Dana Inc, a major supplier of truck parts to Detroit automakers, resume its Toledo plant Monday on a single shift, with one-third of its 750-person workforce and less than 1% absenteeism, the plant manager Craig Zimmerly noted.
“We don’t have that vibe of ‘too soon.’ There may be a little bit of ‘okay, the mask is bothering me,’” stated Zimmerly, adding that the general absentee rate is 2-3%.
The Detroit Three automakers and their providers started to resume assembly lines on Monday following a two-month coronavirus lockdown in a slow revival of a sector that employs almost 1 million people in the United States.
The Toledo plant supplies axles for such popular models including Fiat Chrysler Automobiles’ Jeep Wrangler and Gladiator, and Ford’s Ranger pickup. Trucks and SUVs are among the American auto industry’s most profitable vehicles.
Hourly workers at the plant are represented by United Auto Workers (UAW) union Local 12, which also represents employees at the nearby FCA Jeep plant.

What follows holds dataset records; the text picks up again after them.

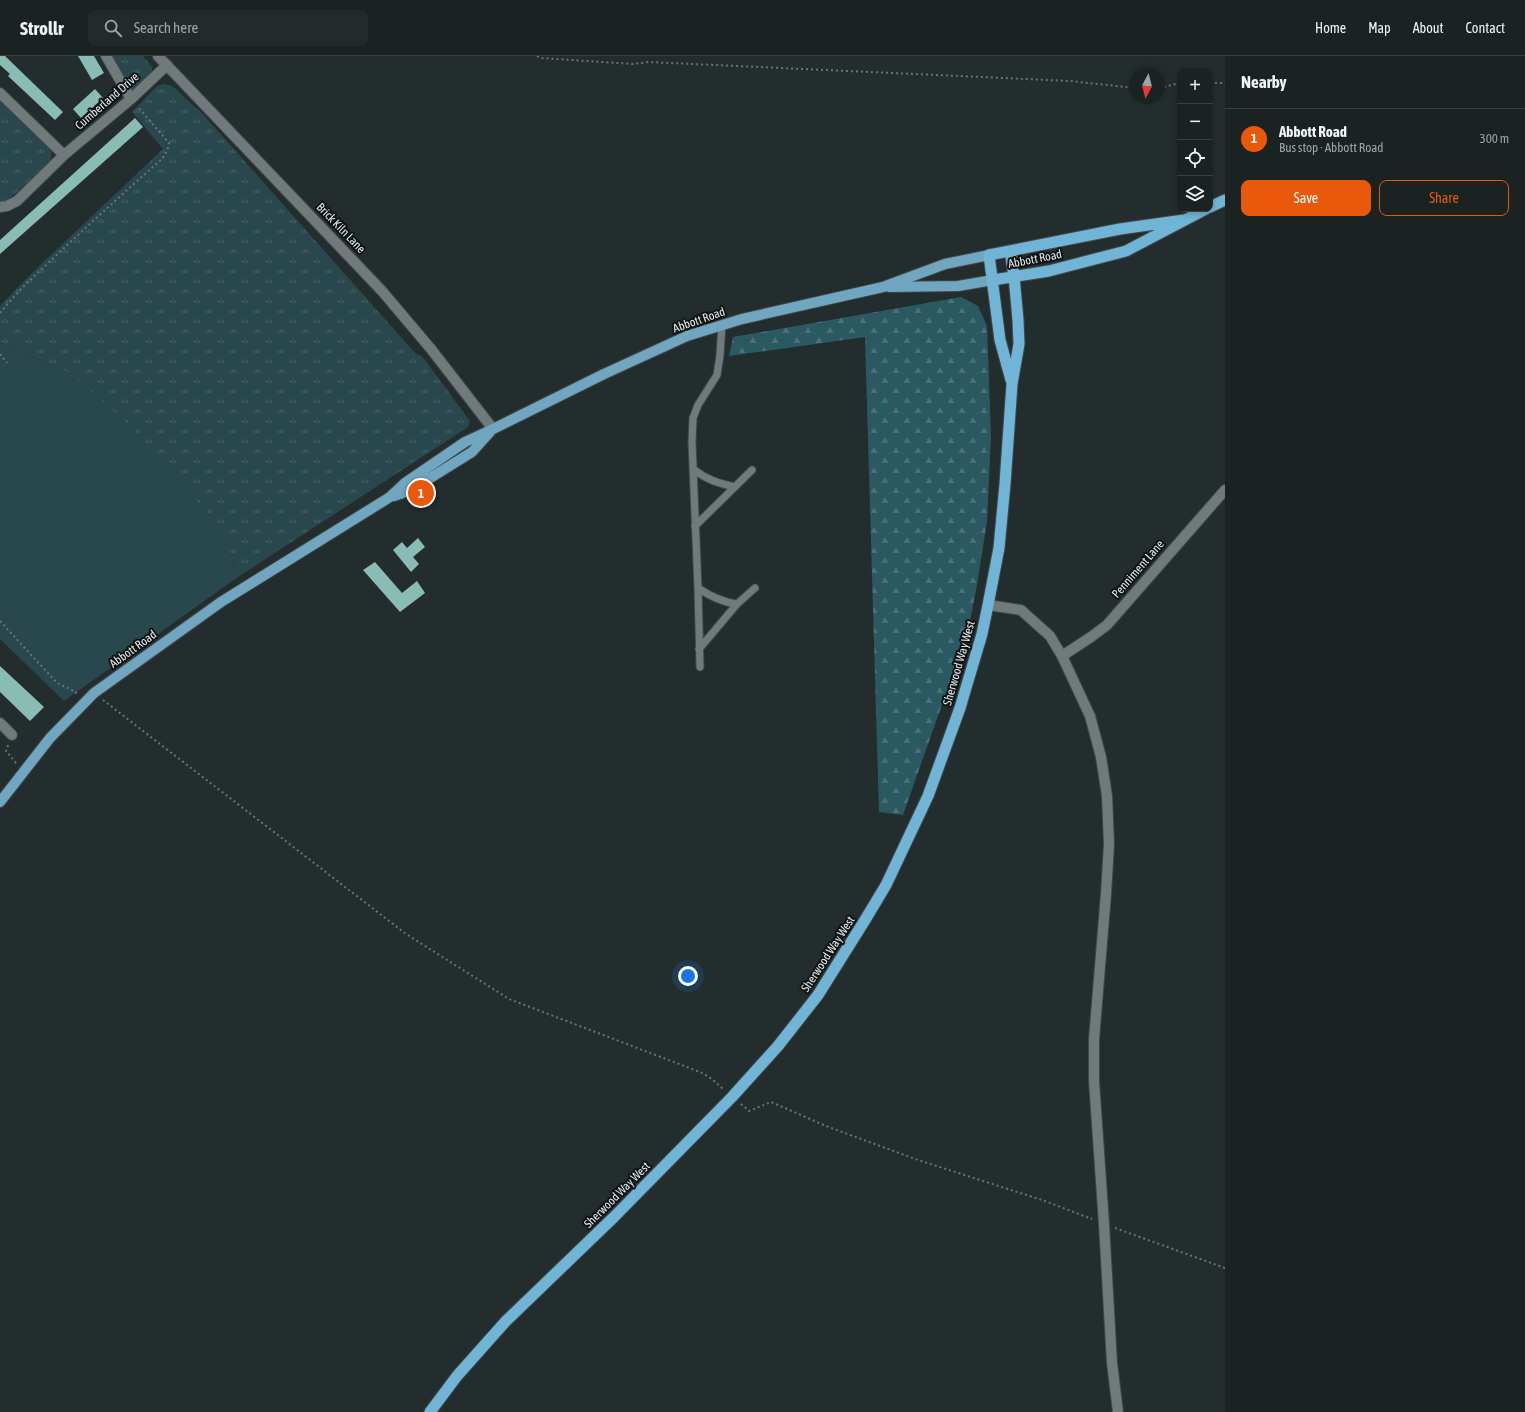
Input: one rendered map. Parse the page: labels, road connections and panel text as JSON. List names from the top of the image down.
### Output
{
  "streets": {
    "highway": ["Abbott Road", "Sherwood Way West"],
    "street": ["Cumberland Drive", "Brick Kiln Lane", "Penniment Lane"]
  },
  "crossings": [
    ["Cumberland Drive", "Brick Kiln Lane"],
    ["Brick Kiln Lane", "Abbott Road"],
    ["Abbott Road", "Sherwood Way West"]
  ],
  "north": "bottom",
  "page": {
    "header": "Strollr",
    "search": "Search here",
    "nav": [
      "Home",
      "Map",
      "About",
      "Contact"
    ],
    "heading": "Nearby",
    "map_buttons": ["+", "−"],
    "list": [
      {
        "mark": "1",
        "name": "Abbott Road",
        "note": "Bus stop · Abbott Road",
        "value": "300 m"
      }
    ],
    "buttons": ["Save", "Share"],
    "pins": "1"
  }
}
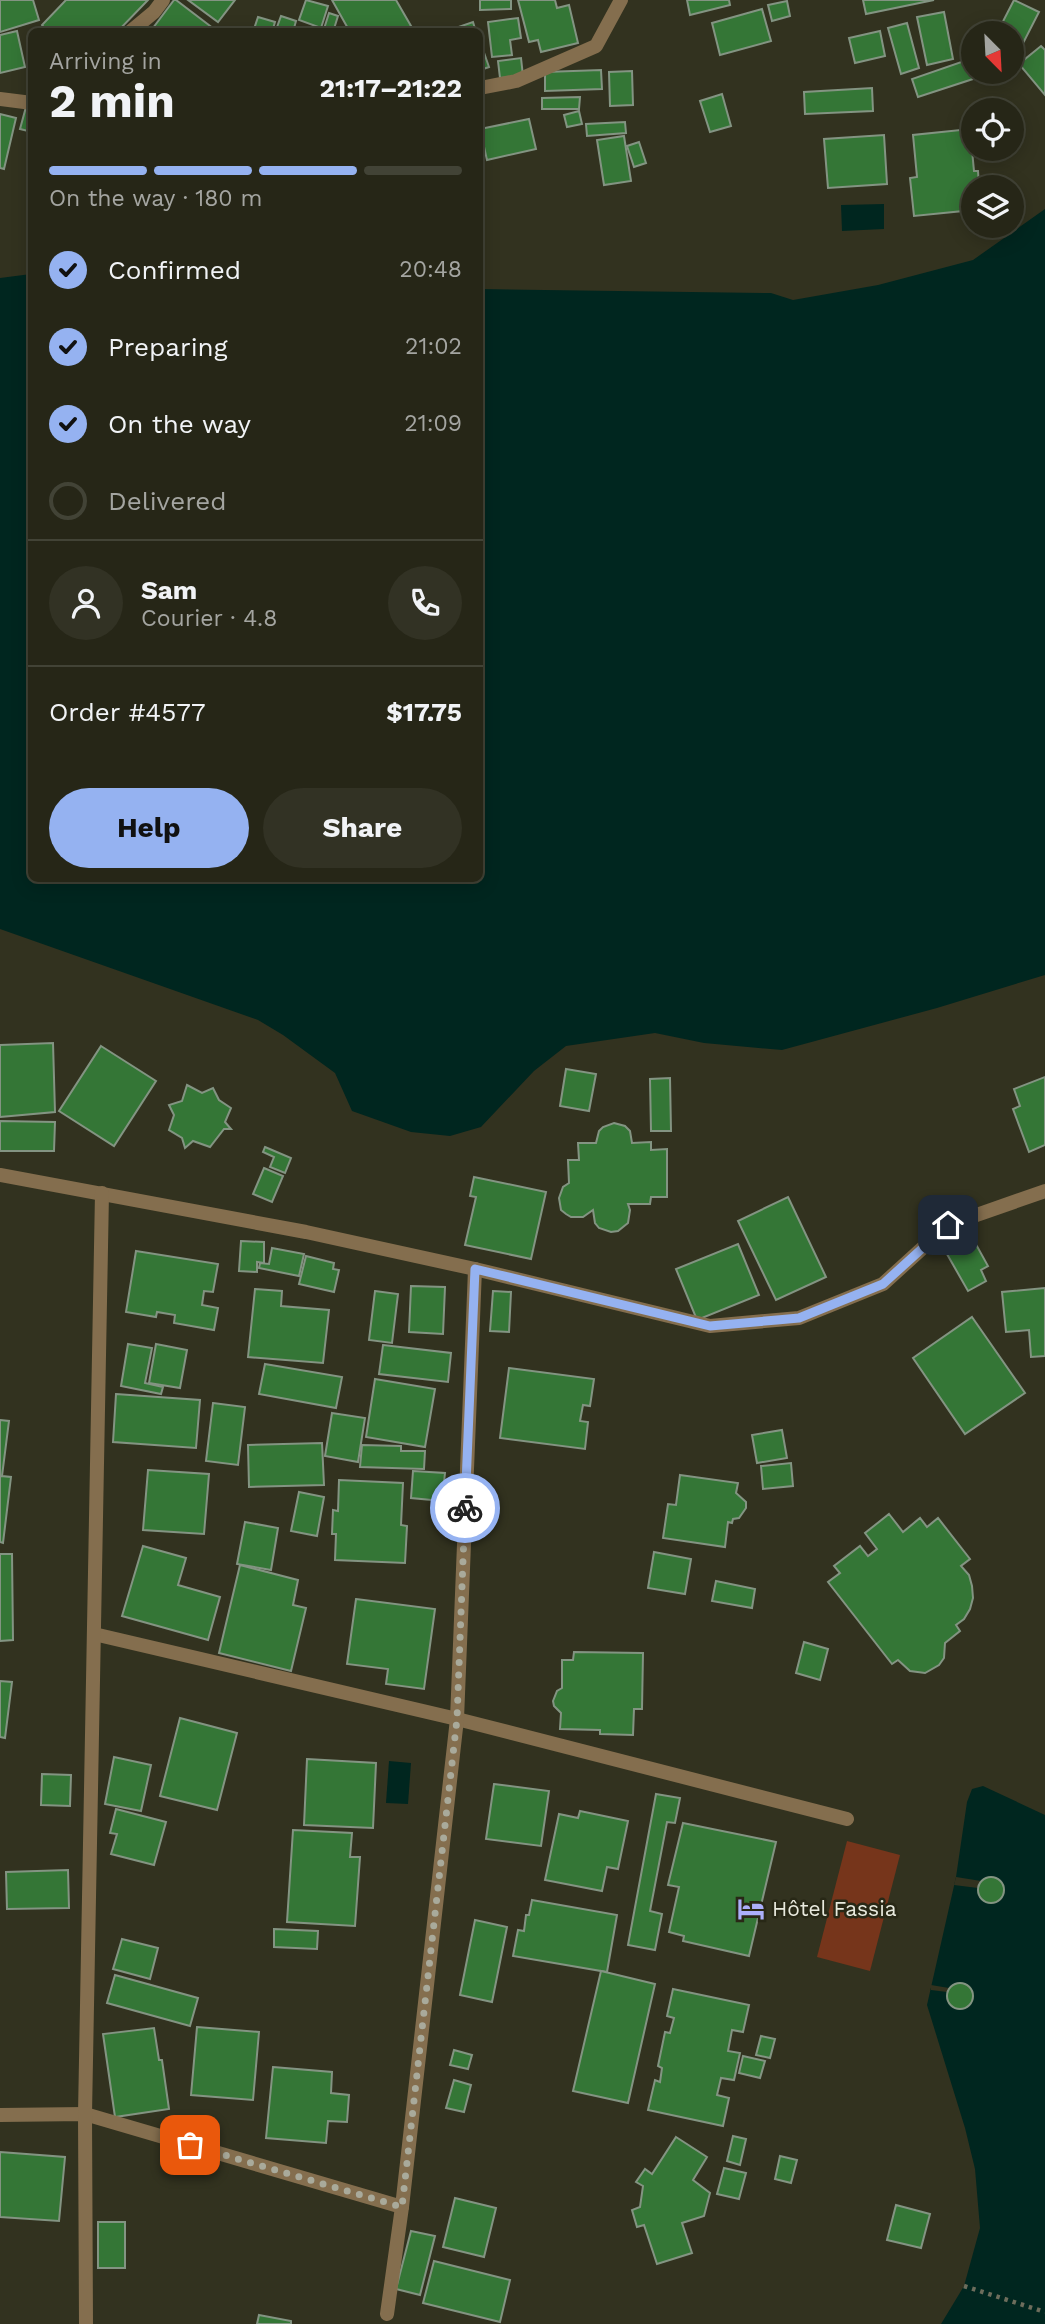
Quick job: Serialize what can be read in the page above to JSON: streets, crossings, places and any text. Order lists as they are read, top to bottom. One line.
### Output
{"places":{"hotel":["Hôtel Fassia"]},"north":"bottom right","page":{"heading":["2 min","Arriving in","21:17–21:22"],"panel":["Sam","Courier · 4.8","Order #4577","$17.75"],"bar":"On the way · 180 m","list":[["Confirmed","20:48"],["Preparing","21:02"],["On the way","21:09"],"Delivered"],"buttons":["Help","Share"]}}
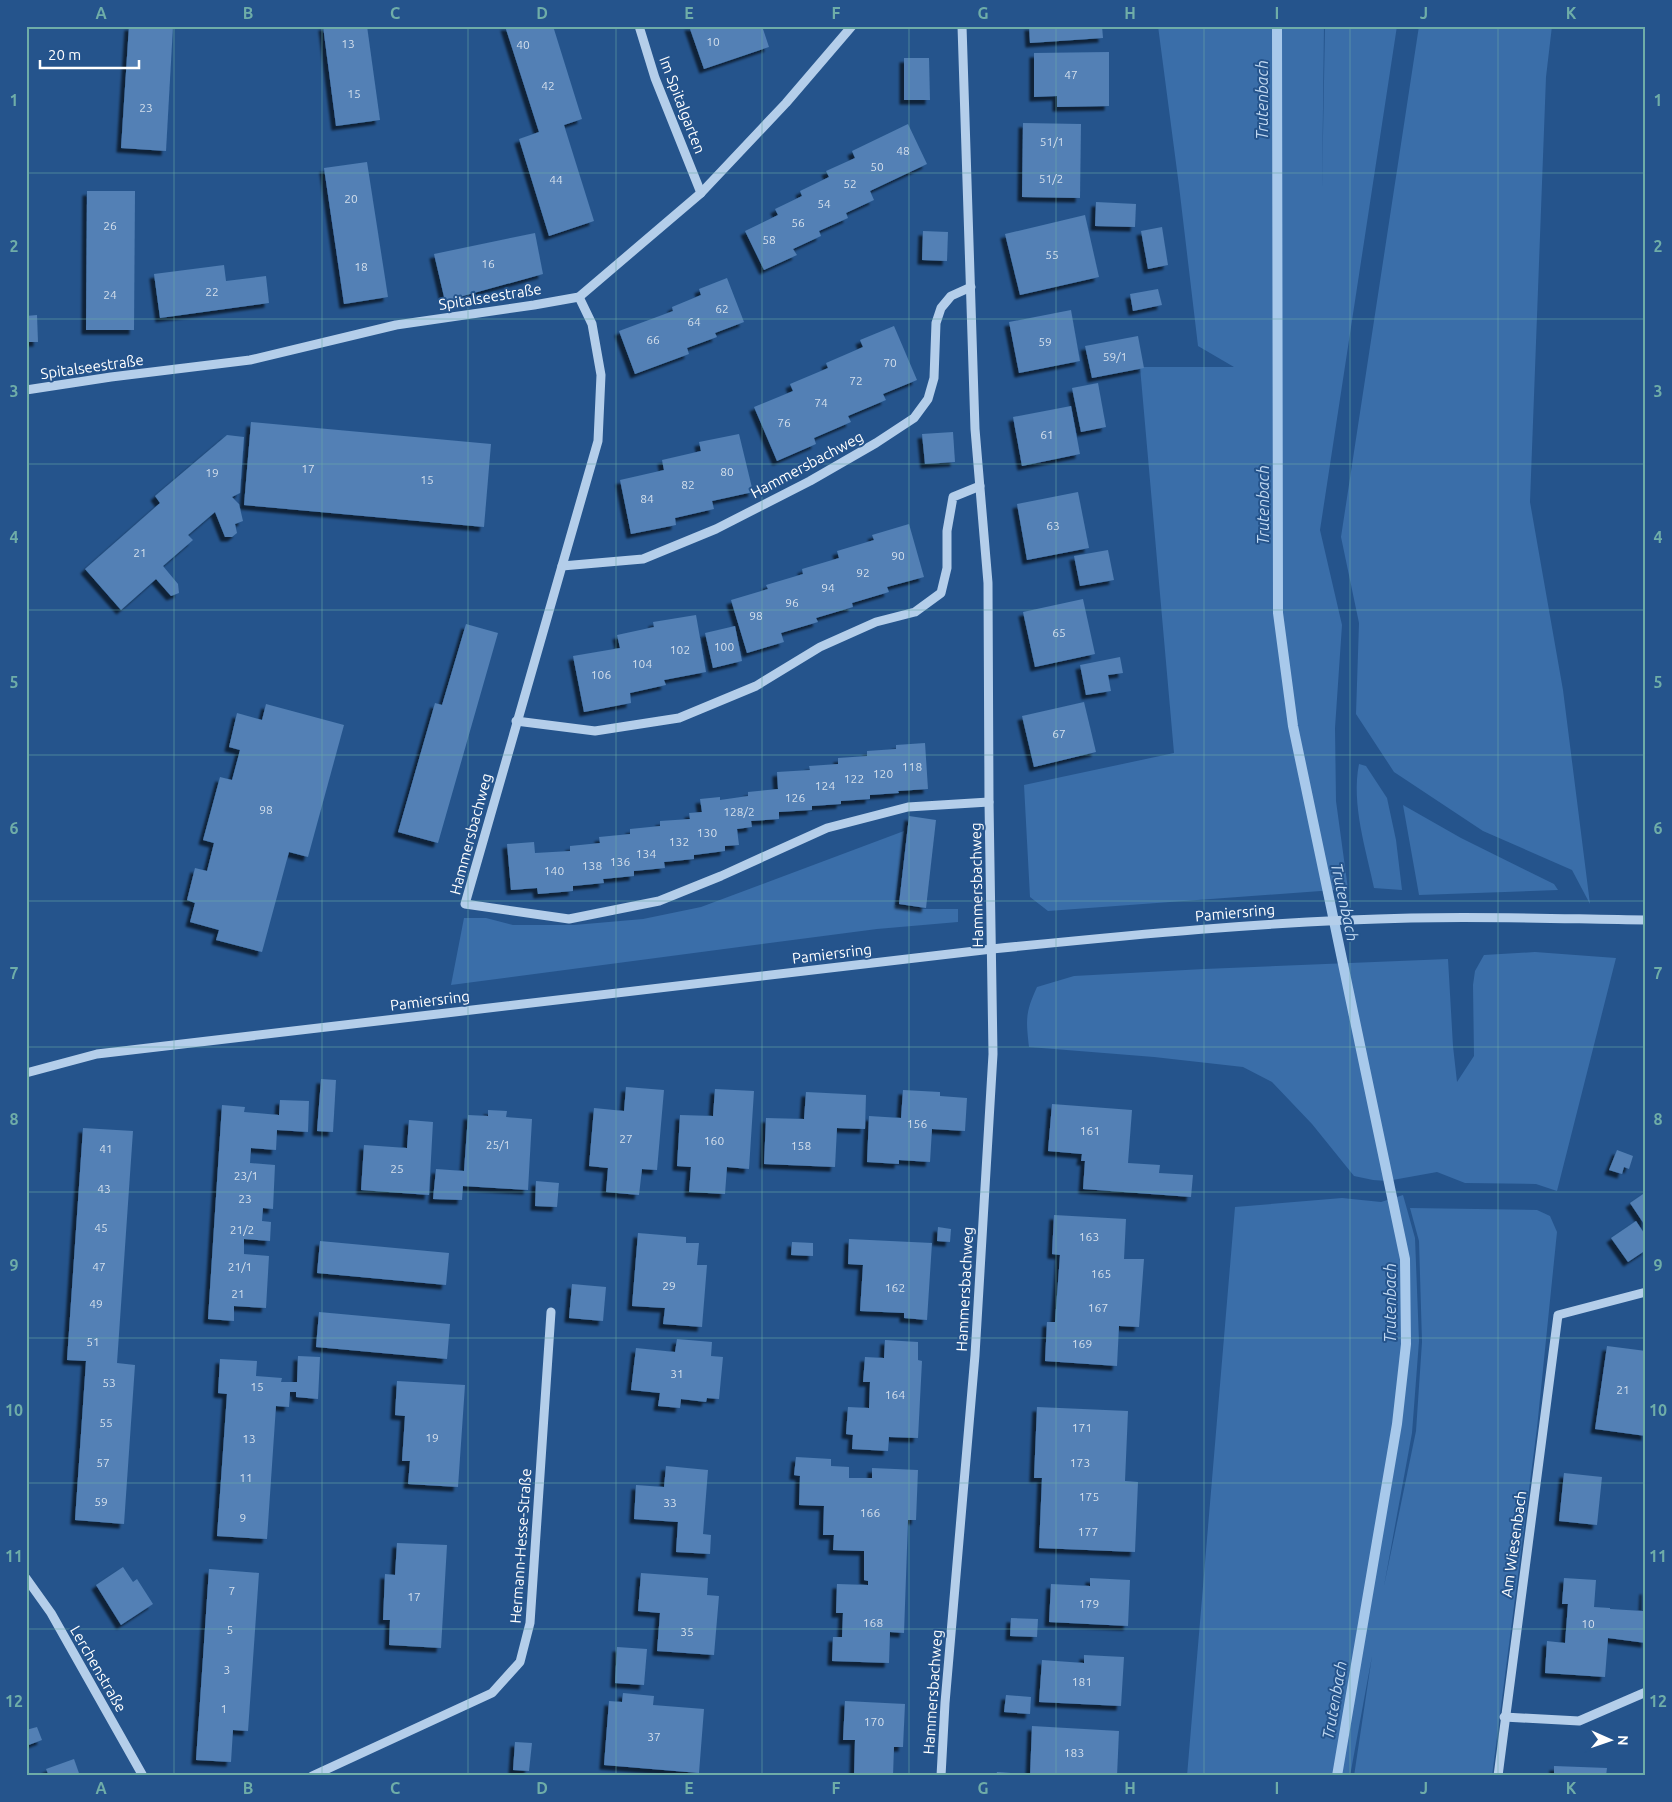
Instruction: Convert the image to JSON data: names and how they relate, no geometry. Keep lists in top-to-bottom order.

One of those precautions are staggered entrances and exits for employees, who get thermal temperature checks and are provided face masks – although some have opted to use their own facial coverings, including at least one with an American flag motif. Across the plant, yellow Xs remind people where to stand for appropriate social distancing.
Workers are accountable for cleaning their immediate work areas at the beginning and end of every shift. Overnight, a maintenance crew cleans and disinfects the factory with fogging machines.
“We’ve got a good mood today. Everybody understands that we have to go back to work. It was better than we all thought. You don’t hear too many negatives,” said 61-year-old Mark Popovich of Toledo, the plant’s UAW shop chairman.